__What you should do__:
Once the pictures are set aside, reproduce the entries below exactly.

__Data supplied__:
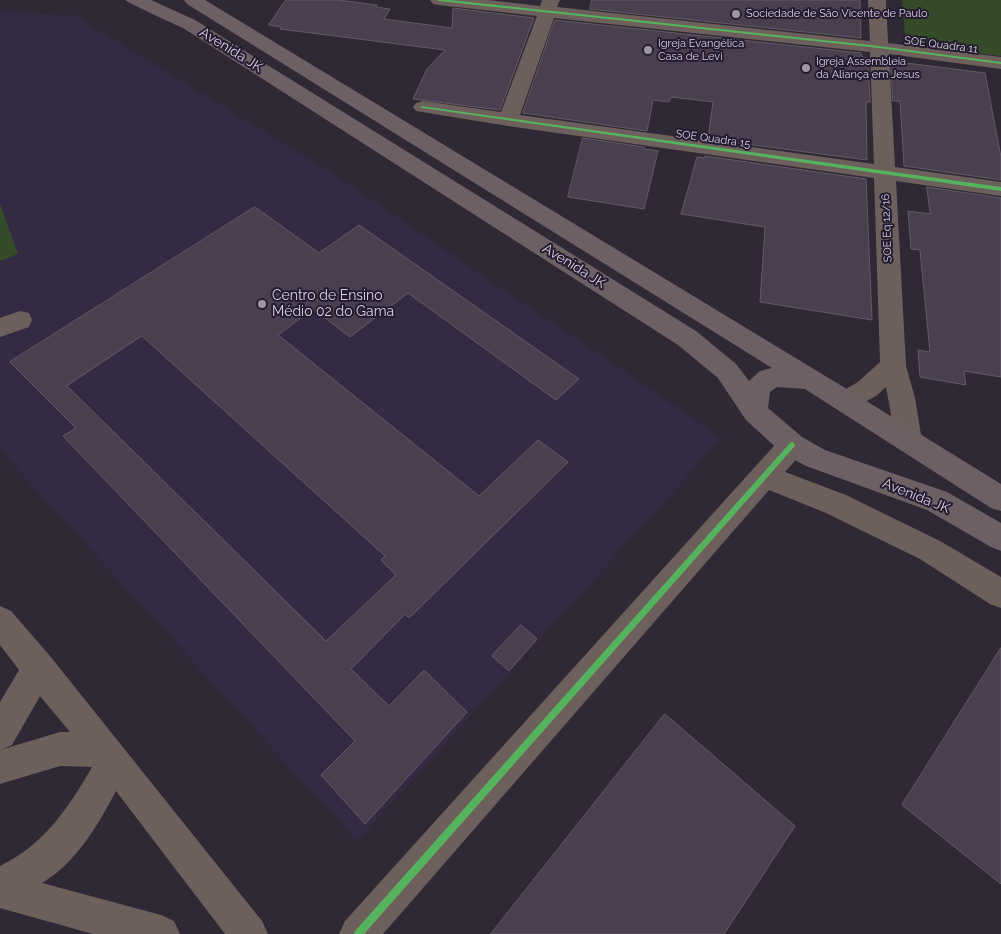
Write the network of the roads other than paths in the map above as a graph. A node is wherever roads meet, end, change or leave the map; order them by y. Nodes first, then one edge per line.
1 (134, 0) edge
2 (194, 0) edge
3 (439, 0) edge
4 (877, 0) edge
5 (550, 6) edge
6 (879, 47) junction
7 (1001, 63) edge
8 (423, 107) dead end
9 (508, 120) junction
10 (885, 173) junction
11 (1001, 189) edge
12 (893, 366) junction
13 (809, 380) junction
14 (846, 401) junction
15 (755, 412) junction
16 (909, 441) junction
17 (792, 444) junction
18 (764, 476) junction
19 (1001, 499) edge
20 (1001, 538) edge
21 (1001, 594) edge
22 (0, 622) edge
23 (39, 667) junction
24 (0, 734) edge
25 (110, 756) junction
26 (0, 767) edge
27 (0, 885) edge
28 (0, 890) edge
29 (161, 934) edge
30 (249, 934) edge
31 (358, 934) edge

1 - 15 main road, Avenida JK
2 - 13 main road, Avenida JK
3 - 5 street
4 - 6 street, SOE Eq 12/16
5 - 6 street
5 - 9 street
6 - 7 street, SOE Quadra 11
6 - 10 street, SOE Eq 12/16
8 - 9 street, SOE Quadra 15
9 - 10 street, SOE Quadra 15
10 - 11 street, SOE Quadra 15
10 - 12 street, SOE Eq 12/16
12 - 14 street
12 - 16 street, SOE Eq 12/16
13 - 14 main road, Avenida JK
13 - 15 main road
14 - 16 main road, Avenida JK
15 - 17 main road, Avenida JK
16 - 19 main road, Avenida JK
17 - 18 street
17 - 20 main road, Avenida JK
18 - 21 street
18 - 31 street
22 - 23 street
23 - 24 street
23 - 25 street
25 - 26 street
25 - 27 street
25 - 30 street
28 - 29 street

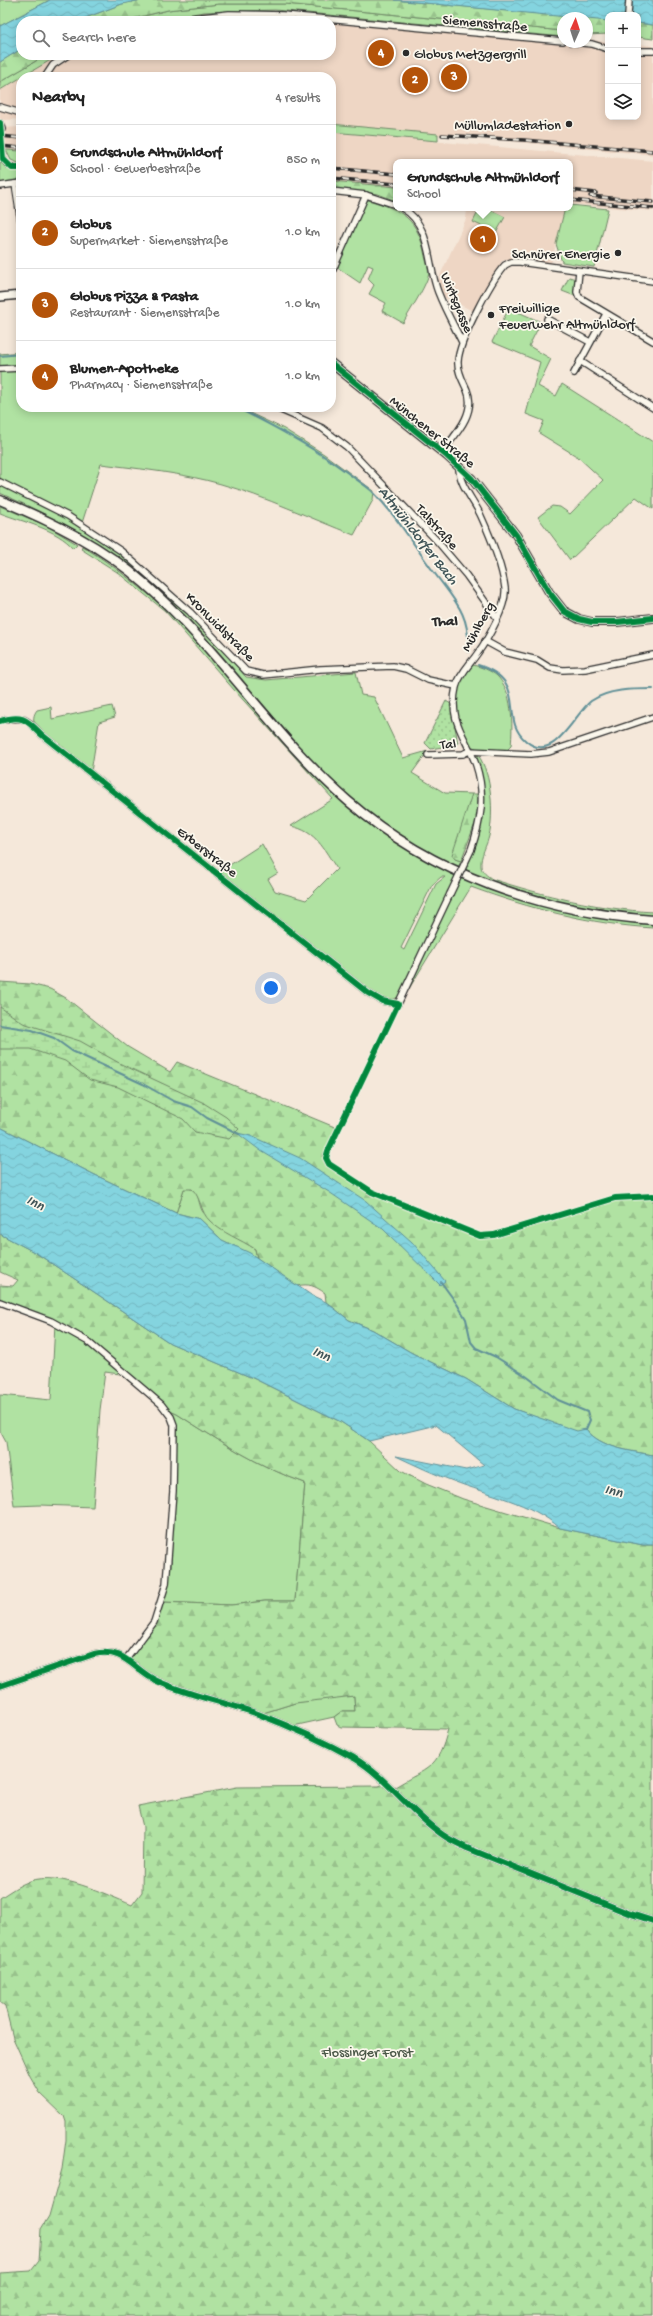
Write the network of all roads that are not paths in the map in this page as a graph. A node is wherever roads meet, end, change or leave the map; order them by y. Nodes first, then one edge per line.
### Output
1 (629, 0) edge
2 (628, 12) edge
3 (211, 16) edge
4 (294, 16) edge
5 (336, 20) edge
6 (557, 40) edge
7 (593, 44) edge
8 (605, 48) edge
9 (641, 51) edge
10 (653, 52) edge
11 (60, 60) edge
12 (48, 72) edge
13 (0, 107) edge
14 (16, 112) edge
15 (0, 123) edge
16 (2, 129) dead end
17 (1, 149) edge
18 (16, 167) edge
19 (15, 184) joint
20 (0, 186) edge
21 (16, 190) edge
22 (336, 192) edge
23 (366, 195) junction
24 (393, 204) edge
25 (406, 211) edge
26 (336, 263) edge
27 (579, 271) junction
28 (653, 281) edge
29 (16, 296) edge
30 (1, 298) edge
31 (606, 314) junction
32 (547, 319) dead end
33 (653, 341) edge
34 (462, 342) junction
35 (590, 342) junction
36 (580, 361) junction
37 (336, 367) edge
38 (16, 368) edge
39 (0, 369) edge
40 (574, 373) dead end
41 (653, 408) edge
42 (285, 412) edge
43 (442, 452) junction
44 (459, 466) junction
45 (0, 482) edge
46 (0, 500) edge
47 (497, 618) junction
48 (653, 618) edge
49 (485, 641) junction
50 (653, 655) edge
51 (456, 686) junction
52 (653, 717) edge
53 (4, 720) dead end
54 (469, 751) junction
55 (428, 755) dead end
56 (653, 920) edge
57 (398, 1004) joint
58 (0, 1302) edge
59 (127, 1658) junction
60 (0, 1686) edge
61 (653, 1921) edge

1 - 2 street
3 - 4 street, Siemensstraße
5 - 6 street, Siemensstraße
7 - 8 street
9 - 10 street
11 - 12 street
13 - 14 street
15 - 16 street
17 - 18 street
19 - 20 street
19 - 21 street
22 - 23 street
23 - 24 street
23 - 26 street
25 - 34 street, Wirtsgasse
27 - 28 street
27 - 31 street
27 - 34 street
29 - 30 street
31 - 33 street
31 - 35 street
32 - 35 street
34 - 43 street, Wirtsgasse
35 - 36 street
36 - 40 street
36 - 41 street
37 - 43 street, Münchener Straße
38 - 39 street
42 - 47 street, Talstraße
43 - 44 street, Münchener Straße
44 - 47 street, Mühlberg
44 - 48 street, Münchener Straße
45 - 51 street, Kronwidlstraße
46 - 56 main road
47 - 49 street, Mühlberg
49 - 50 street
49 - 51 street, Mühlberg
51 - 54 street, Mühlberg
52 - 54 street, Tal
53 - 57 street, Erberstraße
54 - 55 street, Tal
54 - 57 street, Mühlberg, bridge
58 - 59 street
59 - 60 street
59 - 61 street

__Reply__:
Write the network of the roads other than paths in the map above as a graph. A node is wherever roads meet, end, change or leave the map; order them by y. Nodes first, then one edge per line.
1 (134, 0) edge
2 (194, 0) edge
3 (439, 0) edge
4 (877, 0) edge
5 (550, 6) edge
6 (879, 47) junction
7 (1001, 63) edge
8 (423, 107) dead end
9 (508, 120) junction
10 (885, 173) junction
11 (1001, 189) edge
12 (893, 366) junction
13 (809, 380) junction
14 (846, 401) junction
15 (755, 412) junction
16 (909, 441) junction
17 (792, 444) junction
18 (764, 476) junction
19 (1001, 499) edge
20 (1001, 538) edge
21 (1001, 594) edge
22 (0, 622) edge
23 (39, 667) junction
24 (0, 734) edge
25 (110, 756) junction
26 (0, 767) edge
27 (0, 885) edge
28 (0, 890) edge
29 (161, 934) edge
30 (249, 934) edge
31 (358, 934) edge

1 - 15 main road, Avenida JK
2 - 13 main road, Avenida JK
3 - 5 street
4 - 6 street, SOE Eq 12/16
5 - 6 street
5 - 9 street
6 - 7 street, SOE Quadra 11
6 - 10 street, SOE Eq 12/16
8 - 9 street, SOE Quadra 15
9 - 10 street, SOE Quadra 15
10 - 11 street, SOE Quadra 15
10 - 12 street, SOE Eq 12/16
12 - 14 street
12 - 16 street, SOE Eq 12/16
13 - 14 main road, Avenida JK
13 - 15 main road
14 - 16 main road, Avenida JK
15 - 17 main road, Avenida JK
16 - 19 main road, Avenida JK
17 - 18 street
17 - 20 main road, Avenida JK
18 - 21 street
18 - 31 street
22 - 23 street
23 - 24 street
23 - 25 street
25 - 26 street
25 - 27 street
25 - 30 street
28 - 29 street

Write the network of all roads that are not paths in the map in this page as a graph. A node is wherever roads meet, end, change or leave the map; order them by y. Nodes first, then one edge per line.
### Output
1 (629, 0) edge
2 (628, 12) edge
3 (211, 16) edge
4 (294, 16) edge
5 (336, 20) edge
6 (557, 40) edge
7 (593, 44) edge
8 (605, 48) edge
9 (641, 51) edge
10 (653, 52) edge
11 (60, 60) edge
12 (48, 72) edge
13 (0, 107) edge
14 (16, 112) edge
15 (0, 123) edge
16 (2, 129) dead end
17 (1, 149) edge
18 (16, 167) edge
19 (15, 184) joint
20 (0, 186) edge
21 (16, 190) edge
22 (336, 192) edge
23 (366, 195) junction
24 (393, 204) edge
25 (406, 211) edge
26 (336, 263) edge
27 (579, 271) junction
28 (653, 281) edge
29 (16, 296) edge
30 (1, 298) edge
31 (606, 314) junction
32 (547, 319) dead end
33 (653, 341) edge
34 (462, 342) junction
35 (590, 342) junction
36 (580, 361) junction
37 (336, 367) edge
38 (16, 368) edge
39 (0, 369) edge
40 (574, 373) dead end
41 (653, 408) edge
42 (285, 412) edge
43 (442, 452) junction
44 (459, 466) junction
45 (0, 482) edge
46 (0, 500) edge
47 (497, 618) junction
48 (653, 618) edge
49 (485, 641) junction
50 (653, 655) edge
51 (456, 686) junction
52 (653, 717) edge
53 (4, 720) dead end
54 (469, 751) junction
55 (428, 755) dead end
56 (653, 920) edge
57 (398, 1004) joint
58 (0, 1302) edge
59 (127, 1658) junction
60 (0, 1686) edge
61 (653, 1921) edge

1 - 2 street
3 - 4 street, Siemensstraße
5 - 6 street, Siemensstraße
7 - 8 street
9 - 10 street
11 - 12 street
13 - 14 street
15 - 16 street
17 - 18 street
19 - 20 street
19 - 21 street
22 - 23 street
23 - 24 street
23 - 26 street
25 - 34 street, Wirtsgasse
27 - 28 street
27 - 31 street
27 - 34 street
29 - 30 street
31 - 33 street
31 - 35 street
32 - 35 street
34 - 43 street, Wirtsgasse
35 - 36 street
36 - 40 street
36 - 41 street
37 - 43 street, Münchener Straße
38 - 39 street
42 - 47 street, Talstraße
43 - 44 street, Münchener Straße
44 - 47 street, Mühlberg
44 - 48 street, Münchener Straße
45 - 51 street, Kronwidlstraße
46 - 56 main road
47 - 49 street, Mühlberg
49 - 50 street
49 - 51 street, Mühlberg
51 - 54 street, Mühlberg
52 - 54 street, Tal
53 - 57 street, Erberstraße
54 - 55 street, Tal
54 - 57 street, Mühlberg, bridge
58 - 59 street
59 - 60 street
59 - 61 street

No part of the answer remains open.